BEGIN
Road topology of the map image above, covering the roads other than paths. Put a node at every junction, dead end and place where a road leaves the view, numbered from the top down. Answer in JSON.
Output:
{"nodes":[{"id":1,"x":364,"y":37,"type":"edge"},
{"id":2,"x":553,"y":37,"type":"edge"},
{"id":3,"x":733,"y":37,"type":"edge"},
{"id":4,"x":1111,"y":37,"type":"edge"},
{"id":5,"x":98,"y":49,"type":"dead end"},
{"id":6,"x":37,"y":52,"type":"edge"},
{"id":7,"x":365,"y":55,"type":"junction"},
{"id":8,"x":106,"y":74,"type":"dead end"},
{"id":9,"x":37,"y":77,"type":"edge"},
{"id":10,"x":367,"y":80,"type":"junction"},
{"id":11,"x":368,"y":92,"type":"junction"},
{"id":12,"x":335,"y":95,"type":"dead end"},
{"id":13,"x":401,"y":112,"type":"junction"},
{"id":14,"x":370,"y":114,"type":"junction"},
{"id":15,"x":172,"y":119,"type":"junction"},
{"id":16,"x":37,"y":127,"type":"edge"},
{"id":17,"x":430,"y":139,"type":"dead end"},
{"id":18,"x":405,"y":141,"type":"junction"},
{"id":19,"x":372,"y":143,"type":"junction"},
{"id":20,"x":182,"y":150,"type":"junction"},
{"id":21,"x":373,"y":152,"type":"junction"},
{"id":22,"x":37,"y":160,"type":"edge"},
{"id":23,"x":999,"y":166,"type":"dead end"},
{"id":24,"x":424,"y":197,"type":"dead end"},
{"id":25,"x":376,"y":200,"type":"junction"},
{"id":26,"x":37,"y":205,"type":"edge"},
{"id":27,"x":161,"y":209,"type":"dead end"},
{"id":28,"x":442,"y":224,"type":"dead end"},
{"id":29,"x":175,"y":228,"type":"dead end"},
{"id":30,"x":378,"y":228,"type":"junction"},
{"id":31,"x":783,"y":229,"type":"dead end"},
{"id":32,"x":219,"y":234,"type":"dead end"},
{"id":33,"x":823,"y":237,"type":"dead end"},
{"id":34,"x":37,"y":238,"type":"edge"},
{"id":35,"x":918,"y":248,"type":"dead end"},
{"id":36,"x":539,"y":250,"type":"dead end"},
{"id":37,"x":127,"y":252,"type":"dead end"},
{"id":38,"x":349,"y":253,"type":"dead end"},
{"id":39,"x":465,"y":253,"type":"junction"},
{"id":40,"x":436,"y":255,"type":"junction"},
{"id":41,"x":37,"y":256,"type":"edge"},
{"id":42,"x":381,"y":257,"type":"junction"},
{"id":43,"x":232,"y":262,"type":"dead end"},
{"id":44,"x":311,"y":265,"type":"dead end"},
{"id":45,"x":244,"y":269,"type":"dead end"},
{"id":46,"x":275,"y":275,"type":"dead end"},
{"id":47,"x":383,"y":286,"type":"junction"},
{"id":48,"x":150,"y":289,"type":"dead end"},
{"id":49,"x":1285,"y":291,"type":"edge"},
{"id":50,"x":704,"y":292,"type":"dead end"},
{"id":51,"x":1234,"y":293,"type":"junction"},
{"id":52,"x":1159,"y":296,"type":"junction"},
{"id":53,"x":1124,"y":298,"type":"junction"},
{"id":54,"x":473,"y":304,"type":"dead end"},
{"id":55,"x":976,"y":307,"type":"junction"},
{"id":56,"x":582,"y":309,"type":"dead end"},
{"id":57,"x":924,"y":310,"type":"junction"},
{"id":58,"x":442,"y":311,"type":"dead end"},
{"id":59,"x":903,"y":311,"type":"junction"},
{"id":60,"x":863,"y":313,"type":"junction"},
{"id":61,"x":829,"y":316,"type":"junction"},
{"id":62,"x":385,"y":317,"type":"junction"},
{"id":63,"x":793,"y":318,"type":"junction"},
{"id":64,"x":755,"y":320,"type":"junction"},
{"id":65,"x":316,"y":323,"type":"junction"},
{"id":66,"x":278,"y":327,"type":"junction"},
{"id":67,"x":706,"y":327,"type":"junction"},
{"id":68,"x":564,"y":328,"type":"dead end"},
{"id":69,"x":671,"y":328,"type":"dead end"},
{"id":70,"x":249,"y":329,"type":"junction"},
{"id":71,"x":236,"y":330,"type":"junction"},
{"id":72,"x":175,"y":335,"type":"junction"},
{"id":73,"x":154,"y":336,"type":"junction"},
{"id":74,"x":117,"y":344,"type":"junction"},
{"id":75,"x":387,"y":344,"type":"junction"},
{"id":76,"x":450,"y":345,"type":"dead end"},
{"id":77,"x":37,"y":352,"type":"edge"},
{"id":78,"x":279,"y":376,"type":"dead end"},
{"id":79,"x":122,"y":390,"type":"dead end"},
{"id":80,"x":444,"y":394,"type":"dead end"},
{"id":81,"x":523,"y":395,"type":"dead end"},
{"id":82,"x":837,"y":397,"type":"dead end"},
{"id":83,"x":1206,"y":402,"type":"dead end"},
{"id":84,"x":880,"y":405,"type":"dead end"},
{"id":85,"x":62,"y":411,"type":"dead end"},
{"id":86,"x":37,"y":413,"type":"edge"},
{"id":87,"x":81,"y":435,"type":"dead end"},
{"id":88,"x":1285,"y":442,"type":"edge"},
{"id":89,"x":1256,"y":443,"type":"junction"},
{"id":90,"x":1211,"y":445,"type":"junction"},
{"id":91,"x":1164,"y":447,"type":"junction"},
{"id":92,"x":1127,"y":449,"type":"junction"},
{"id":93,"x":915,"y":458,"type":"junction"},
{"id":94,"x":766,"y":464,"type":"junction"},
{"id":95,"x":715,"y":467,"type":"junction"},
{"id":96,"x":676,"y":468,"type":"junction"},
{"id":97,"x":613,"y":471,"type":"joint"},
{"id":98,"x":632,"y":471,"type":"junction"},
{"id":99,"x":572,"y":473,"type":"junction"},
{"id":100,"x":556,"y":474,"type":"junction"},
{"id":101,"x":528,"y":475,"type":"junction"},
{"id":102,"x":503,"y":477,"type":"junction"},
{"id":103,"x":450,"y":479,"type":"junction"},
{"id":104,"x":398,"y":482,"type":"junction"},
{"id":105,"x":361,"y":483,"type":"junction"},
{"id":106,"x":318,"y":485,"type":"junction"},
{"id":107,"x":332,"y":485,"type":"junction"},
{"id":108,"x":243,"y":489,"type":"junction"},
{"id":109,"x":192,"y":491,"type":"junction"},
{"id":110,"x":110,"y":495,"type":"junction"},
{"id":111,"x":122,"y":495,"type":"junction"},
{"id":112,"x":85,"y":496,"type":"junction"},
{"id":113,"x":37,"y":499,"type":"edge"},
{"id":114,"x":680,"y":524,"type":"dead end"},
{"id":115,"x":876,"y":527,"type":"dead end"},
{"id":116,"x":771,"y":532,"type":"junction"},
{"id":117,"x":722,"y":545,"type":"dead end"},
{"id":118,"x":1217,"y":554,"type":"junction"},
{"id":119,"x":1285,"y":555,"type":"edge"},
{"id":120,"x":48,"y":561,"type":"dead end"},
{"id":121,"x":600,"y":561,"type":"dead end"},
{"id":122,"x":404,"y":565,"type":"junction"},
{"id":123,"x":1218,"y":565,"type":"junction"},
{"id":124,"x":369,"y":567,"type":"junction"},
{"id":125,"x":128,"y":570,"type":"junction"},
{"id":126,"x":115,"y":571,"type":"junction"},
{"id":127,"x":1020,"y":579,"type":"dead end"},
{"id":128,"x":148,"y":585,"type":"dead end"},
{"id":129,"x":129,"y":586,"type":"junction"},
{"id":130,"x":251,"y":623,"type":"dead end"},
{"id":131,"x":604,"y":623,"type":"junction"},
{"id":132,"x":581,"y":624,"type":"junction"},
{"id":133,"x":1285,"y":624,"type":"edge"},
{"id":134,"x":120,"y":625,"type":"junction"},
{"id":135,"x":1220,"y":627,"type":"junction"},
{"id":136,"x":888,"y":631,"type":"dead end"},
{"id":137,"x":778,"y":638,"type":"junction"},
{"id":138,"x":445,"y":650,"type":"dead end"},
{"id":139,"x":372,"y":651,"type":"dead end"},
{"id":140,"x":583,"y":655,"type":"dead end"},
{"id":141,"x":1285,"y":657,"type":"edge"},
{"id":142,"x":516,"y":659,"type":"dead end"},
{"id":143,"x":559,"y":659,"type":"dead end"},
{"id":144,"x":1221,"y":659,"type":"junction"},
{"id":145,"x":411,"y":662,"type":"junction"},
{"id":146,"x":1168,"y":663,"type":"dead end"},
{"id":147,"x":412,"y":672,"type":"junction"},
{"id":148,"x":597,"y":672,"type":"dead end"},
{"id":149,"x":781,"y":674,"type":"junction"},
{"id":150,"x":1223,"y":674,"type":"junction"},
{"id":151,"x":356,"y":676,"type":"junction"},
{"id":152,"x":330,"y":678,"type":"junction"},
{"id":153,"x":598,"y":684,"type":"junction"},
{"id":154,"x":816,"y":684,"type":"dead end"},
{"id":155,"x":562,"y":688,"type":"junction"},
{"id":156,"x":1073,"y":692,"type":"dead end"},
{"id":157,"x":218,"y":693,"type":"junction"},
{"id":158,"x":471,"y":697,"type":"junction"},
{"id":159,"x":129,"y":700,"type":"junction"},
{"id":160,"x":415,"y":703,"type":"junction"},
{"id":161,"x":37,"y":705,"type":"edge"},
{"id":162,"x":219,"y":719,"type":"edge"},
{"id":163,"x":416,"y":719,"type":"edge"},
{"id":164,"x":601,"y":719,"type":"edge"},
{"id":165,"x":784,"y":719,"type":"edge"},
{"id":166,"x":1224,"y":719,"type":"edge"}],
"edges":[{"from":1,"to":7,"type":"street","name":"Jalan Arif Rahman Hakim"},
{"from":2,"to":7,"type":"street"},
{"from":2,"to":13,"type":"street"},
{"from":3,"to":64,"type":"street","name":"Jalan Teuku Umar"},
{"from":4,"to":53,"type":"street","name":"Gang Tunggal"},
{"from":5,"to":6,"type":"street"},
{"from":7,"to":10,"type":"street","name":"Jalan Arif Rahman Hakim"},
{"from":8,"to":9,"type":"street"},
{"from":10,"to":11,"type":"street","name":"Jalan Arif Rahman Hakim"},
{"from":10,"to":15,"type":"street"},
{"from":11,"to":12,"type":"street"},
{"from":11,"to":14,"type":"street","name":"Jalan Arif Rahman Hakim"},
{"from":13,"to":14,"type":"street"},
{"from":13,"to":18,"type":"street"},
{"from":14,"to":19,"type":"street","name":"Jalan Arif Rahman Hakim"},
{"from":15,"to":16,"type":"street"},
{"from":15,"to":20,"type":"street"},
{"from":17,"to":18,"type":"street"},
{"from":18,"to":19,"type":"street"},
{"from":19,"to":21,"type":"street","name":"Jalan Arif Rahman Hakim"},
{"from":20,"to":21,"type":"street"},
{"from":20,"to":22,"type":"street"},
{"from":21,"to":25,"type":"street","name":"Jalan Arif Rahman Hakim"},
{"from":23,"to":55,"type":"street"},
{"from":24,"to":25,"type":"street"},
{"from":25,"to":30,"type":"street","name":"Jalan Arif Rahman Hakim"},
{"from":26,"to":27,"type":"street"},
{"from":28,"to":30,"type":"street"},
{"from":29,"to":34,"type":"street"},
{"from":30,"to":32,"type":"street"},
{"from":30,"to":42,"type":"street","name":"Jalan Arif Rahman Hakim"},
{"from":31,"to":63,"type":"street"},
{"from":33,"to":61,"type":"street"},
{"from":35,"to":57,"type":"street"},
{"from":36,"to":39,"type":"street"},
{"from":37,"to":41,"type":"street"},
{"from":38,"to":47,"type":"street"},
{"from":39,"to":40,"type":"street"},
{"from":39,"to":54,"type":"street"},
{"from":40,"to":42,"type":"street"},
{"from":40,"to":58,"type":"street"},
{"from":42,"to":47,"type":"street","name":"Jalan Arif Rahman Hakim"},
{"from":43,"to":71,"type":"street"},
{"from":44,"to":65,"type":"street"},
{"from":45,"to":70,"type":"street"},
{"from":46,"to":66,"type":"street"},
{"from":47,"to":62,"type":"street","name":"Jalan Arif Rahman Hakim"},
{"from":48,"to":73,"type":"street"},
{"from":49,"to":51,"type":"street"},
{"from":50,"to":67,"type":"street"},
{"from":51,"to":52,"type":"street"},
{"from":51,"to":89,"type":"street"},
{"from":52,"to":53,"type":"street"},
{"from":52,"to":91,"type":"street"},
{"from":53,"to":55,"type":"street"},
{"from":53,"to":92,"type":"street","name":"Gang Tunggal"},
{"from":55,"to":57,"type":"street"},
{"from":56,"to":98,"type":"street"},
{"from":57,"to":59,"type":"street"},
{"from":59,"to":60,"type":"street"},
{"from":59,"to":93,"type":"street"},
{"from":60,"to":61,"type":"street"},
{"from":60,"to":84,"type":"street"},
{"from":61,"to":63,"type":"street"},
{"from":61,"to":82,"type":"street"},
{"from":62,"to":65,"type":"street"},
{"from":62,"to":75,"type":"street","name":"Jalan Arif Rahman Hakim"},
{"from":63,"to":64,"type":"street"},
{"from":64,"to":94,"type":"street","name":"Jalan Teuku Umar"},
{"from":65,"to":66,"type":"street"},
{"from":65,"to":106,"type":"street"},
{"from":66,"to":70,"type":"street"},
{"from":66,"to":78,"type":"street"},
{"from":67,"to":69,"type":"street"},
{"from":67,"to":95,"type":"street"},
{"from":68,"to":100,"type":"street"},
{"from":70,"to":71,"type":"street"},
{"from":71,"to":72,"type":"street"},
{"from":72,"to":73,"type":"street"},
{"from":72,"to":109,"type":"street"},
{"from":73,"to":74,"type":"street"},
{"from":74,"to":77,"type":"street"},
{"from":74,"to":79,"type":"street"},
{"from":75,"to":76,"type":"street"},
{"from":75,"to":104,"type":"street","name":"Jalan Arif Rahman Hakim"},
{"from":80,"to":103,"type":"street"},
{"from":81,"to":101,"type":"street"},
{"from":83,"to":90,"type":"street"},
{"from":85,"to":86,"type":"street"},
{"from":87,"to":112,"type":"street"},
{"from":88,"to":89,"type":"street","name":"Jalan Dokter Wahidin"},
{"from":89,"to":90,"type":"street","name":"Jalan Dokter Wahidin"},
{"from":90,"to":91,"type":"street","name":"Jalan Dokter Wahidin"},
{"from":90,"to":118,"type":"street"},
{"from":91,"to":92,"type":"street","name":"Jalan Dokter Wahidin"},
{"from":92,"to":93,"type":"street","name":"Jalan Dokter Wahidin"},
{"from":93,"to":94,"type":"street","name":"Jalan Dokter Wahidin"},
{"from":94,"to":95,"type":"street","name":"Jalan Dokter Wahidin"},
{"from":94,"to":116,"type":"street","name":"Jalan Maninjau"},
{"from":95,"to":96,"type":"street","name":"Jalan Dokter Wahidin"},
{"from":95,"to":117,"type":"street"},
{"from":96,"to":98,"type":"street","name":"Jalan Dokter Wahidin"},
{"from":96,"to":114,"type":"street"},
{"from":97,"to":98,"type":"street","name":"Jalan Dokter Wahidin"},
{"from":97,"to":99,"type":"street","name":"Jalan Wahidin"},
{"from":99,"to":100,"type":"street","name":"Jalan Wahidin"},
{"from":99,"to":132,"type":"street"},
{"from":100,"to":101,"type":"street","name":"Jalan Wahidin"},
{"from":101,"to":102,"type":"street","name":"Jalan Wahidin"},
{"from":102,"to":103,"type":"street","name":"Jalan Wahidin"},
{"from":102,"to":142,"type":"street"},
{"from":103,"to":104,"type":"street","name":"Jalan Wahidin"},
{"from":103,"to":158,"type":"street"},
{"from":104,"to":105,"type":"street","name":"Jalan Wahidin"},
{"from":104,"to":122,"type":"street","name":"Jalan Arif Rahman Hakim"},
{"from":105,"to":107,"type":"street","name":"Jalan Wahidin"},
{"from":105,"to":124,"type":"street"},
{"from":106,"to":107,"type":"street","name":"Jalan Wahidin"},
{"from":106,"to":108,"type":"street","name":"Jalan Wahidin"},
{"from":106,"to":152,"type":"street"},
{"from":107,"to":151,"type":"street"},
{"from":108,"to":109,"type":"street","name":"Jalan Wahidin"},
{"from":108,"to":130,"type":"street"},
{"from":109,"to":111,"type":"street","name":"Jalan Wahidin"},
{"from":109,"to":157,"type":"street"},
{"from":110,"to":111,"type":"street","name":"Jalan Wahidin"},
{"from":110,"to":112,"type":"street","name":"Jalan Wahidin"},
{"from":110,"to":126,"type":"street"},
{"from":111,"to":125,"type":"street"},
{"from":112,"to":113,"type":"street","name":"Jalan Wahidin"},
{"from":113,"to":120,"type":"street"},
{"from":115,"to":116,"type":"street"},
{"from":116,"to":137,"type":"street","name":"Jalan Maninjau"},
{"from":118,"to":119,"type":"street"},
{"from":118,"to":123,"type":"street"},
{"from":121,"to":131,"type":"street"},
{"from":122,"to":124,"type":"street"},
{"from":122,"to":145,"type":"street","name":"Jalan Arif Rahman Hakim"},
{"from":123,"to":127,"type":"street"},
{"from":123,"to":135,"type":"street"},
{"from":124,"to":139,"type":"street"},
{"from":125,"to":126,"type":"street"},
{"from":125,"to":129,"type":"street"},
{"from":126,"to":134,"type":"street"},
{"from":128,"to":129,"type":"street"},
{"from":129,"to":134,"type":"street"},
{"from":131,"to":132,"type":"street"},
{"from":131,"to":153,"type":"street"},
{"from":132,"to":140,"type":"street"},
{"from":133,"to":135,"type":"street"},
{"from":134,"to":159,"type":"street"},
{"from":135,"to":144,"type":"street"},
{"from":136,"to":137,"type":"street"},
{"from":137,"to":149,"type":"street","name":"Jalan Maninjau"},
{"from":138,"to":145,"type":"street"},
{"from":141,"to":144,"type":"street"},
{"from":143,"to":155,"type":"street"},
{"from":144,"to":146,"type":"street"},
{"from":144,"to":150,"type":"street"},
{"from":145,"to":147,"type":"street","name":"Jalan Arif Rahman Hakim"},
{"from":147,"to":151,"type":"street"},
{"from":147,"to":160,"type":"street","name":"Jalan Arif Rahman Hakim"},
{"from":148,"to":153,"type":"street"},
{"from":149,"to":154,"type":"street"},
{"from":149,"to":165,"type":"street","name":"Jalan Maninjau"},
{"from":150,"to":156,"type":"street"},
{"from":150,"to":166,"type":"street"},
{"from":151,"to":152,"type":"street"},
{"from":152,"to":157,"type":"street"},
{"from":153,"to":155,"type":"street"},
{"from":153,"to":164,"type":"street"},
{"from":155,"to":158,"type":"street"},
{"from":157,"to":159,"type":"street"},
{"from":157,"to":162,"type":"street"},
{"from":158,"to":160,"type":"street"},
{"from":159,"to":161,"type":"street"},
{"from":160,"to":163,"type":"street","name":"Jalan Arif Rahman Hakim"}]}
END
▶ _Problem requirements_
From the data, list each line in which the string "Tunggal" appears.

▶ _Expected output_
{"from":4,"to":53,"type":"street","name":"Gang Tunggal"},
{"from":53,"to":92,"type":"street","name":"Gang Tunggal"},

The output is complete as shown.